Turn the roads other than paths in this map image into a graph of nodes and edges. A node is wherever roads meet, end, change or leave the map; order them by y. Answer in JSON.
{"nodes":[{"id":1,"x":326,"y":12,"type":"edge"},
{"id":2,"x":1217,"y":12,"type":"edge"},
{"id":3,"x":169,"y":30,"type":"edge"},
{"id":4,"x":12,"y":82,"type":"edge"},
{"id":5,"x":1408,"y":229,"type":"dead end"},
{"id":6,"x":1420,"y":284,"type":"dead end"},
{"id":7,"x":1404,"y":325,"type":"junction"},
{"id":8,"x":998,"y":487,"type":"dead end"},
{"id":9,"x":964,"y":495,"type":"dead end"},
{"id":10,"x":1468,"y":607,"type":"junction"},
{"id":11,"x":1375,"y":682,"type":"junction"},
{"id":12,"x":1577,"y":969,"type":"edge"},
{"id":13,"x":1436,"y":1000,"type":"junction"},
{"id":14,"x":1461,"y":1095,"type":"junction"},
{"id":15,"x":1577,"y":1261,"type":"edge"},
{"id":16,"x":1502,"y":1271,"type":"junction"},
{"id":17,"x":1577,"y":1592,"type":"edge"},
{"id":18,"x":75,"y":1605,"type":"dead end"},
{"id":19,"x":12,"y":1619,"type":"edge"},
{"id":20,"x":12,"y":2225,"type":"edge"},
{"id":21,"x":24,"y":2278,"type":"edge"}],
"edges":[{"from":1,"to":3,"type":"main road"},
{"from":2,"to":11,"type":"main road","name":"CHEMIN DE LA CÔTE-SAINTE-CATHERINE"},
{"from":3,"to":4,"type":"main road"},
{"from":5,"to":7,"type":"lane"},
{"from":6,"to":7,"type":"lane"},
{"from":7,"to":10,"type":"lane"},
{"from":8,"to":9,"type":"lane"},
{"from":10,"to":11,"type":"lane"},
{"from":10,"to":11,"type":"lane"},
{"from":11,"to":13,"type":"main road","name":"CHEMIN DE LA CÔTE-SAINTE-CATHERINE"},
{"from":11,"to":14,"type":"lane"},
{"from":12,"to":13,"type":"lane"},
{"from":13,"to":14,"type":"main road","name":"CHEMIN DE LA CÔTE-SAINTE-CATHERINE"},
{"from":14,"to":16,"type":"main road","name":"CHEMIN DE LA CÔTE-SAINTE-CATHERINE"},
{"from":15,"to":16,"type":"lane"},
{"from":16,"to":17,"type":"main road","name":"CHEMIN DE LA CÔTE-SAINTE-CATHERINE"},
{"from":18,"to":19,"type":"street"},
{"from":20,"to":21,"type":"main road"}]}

◇ ◇ ◇ ◇

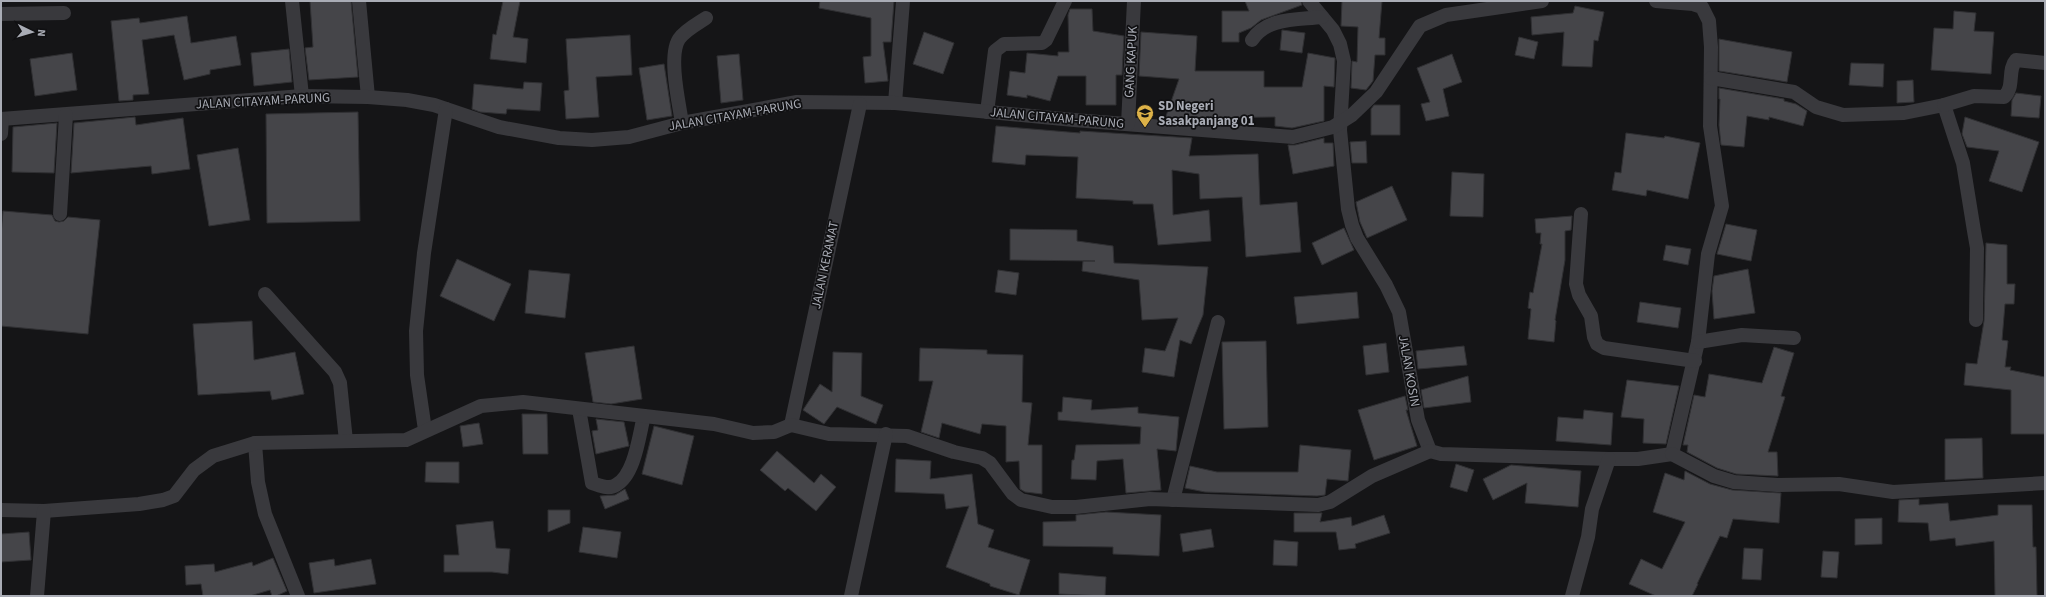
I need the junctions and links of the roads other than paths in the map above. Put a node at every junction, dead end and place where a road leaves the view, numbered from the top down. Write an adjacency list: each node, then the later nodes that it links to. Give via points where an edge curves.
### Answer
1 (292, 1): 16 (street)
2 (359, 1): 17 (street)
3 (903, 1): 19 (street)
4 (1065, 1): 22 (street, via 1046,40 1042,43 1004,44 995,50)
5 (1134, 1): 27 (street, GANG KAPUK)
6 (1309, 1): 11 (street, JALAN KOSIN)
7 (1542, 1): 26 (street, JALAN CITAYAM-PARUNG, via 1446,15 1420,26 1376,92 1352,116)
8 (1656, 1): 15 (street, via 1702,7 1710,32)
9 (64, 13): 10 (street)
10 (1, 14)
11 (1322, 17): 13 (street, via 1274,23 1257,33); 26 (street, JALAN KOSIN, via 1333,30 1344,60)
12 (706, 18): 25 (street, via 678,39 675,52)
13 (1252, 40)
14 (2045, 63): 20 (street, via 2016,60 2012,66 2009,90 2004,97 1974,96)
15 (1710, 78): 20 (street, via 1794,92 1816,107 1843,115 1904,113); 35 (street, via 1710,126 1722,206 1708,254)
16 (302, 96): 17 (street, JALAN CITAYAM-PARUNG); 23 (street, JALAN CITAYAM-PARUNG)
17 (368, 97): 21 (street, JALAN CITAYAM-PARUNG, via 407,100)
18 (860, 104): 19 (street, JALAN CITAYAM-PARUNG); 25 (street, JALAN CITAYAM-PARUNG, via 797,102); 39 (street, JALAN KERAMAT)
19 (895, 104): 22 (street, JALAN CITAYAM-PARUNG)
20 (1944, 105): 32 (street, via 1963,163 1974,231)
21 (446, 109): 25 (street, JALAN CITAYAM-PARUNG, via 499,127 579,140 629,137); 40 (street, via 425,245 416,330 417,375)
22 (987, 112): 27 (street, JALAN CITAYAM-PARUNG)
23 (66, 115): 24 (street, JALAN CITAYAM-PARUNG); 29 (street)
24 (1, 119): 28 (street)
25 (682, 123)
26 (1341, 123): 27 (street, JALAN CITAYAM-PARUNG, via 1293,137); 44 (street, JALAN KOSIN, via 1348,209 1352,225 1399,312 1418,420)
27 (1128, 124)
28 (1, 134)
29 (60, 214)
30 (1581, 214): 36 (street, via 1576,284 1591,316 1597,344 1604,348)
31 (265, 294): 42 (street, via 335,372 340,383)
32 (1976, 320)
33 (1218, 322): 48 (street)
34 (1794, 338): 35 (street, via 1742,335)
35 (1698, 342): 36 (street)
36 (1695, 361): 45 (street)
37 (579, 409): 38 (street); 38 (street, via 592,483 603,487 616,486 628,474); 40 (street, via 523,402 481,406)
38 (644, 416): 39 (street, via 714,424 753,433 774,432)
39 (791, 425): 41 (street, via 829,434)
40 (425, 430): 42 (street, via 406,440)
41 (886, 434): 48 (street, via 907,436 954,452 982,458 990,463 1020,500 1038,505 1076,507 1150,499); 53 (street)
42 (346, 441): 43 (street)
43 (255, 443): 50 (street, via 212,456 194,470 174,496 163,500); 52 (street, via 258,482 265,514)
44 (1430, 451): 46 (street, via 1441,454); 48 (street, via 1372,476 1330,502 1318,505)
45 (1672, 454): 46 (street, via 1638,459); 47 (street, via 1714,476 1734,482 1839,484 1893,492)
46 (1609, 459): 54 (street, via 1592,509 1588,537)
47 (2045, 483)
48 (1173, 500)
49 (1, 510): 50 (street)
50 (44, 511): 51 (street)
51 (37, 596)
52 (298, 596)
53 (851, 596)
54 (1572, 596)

◇ ◇ ◇ ◇

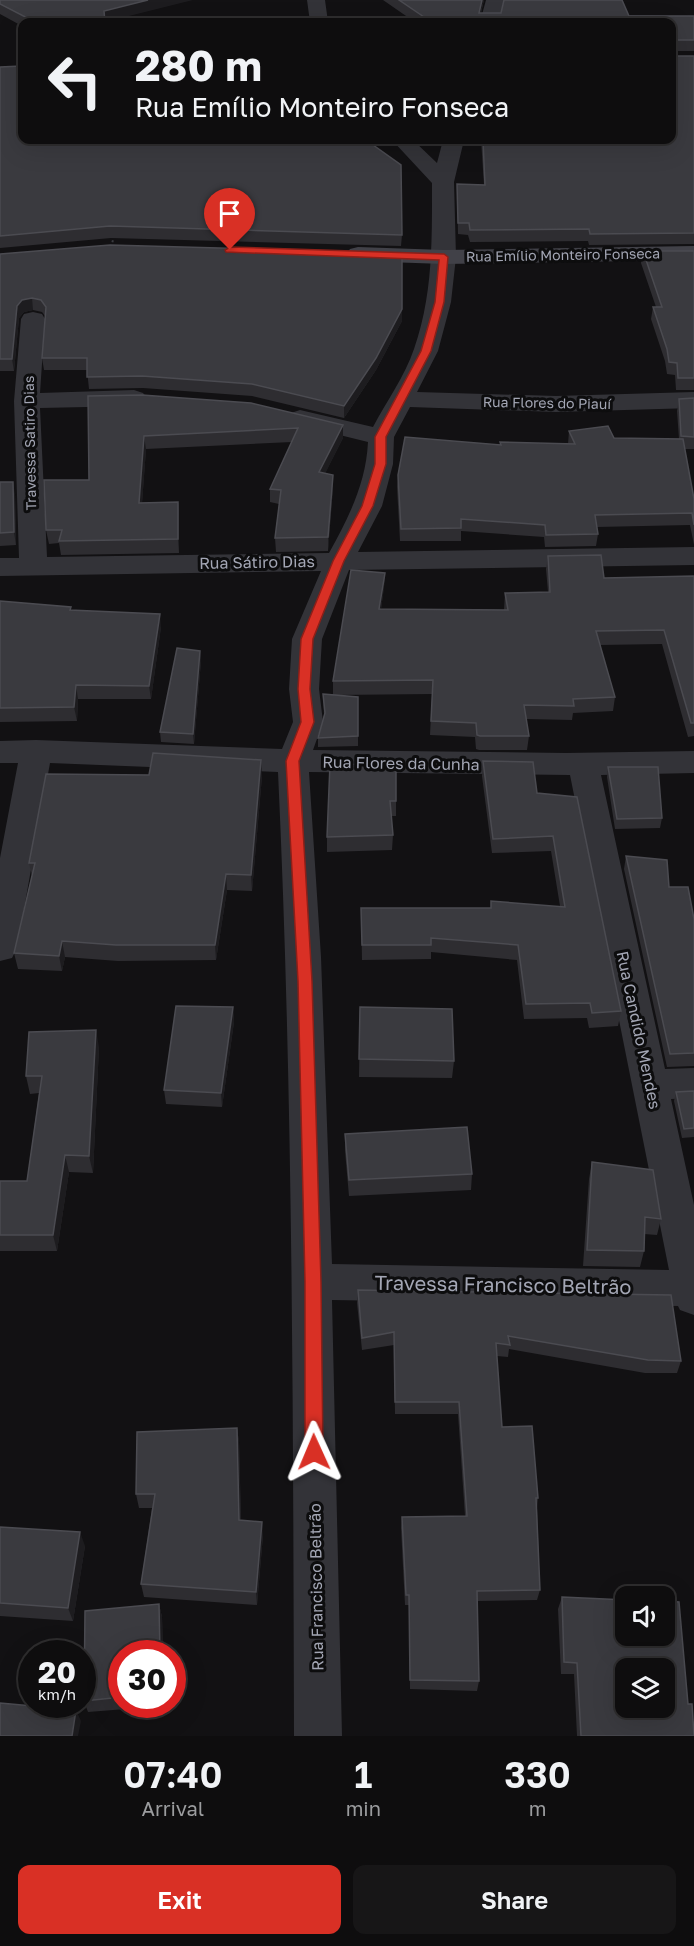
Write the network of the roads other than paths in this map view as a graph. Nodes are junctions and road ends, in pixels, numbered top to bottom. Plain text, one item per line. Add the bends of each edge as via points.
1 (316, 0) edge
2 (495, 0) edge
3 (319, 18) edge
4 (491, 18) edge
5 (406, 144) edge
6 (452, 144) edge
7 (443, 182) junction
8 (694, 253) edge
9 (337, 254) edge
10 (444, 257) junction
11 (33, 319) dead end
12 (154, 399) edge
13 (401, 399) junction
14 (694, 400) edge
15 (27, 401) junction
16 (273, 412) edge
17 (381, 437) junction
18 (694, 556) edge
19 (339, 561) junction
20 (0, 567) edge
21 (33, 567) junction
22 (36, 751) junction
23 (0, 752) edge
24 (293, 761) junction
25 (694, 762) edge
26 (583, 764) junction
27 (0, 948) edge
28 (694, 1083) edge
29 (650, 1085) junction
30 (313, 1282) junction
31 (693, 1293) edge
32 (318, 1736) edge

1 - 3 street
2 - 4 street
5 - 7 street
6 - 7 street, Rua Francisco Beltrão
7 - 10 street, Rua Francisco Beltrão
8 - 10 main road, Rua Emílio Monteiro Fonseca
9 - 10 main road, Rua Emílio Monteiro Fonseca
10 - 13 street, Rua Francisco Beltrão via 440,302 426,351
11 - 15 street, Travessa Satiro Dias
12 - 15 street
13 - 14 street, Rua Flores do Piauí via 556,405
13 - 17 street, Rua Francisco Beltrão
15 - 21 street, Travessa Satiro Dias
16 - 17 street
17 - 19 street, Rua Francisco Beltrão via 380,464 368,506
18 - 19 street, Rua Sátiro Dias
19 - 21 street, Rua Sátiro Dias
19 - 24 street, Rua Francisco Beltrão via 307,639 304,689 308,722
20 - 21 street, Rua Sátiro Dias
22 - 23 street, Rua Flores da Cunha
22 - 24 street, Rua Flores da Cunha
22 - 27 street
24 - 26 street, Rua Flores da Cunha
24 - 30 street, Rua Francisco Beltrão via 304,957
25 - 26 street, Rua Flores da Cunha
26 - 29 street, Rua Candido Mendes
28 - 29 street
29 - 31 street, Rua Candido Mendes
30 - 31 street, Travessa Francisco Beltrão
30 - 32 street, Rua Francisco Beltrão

◇ ◇ ◇ ◇

YOUR INSTRUCTIONS:
Every line containing the word "Candido" should be copied from the material.

RESPONSE TO THE TASK:
26 - 29 street, Rua Candido Mendes
29 - 31 street, Rua Candido Mendes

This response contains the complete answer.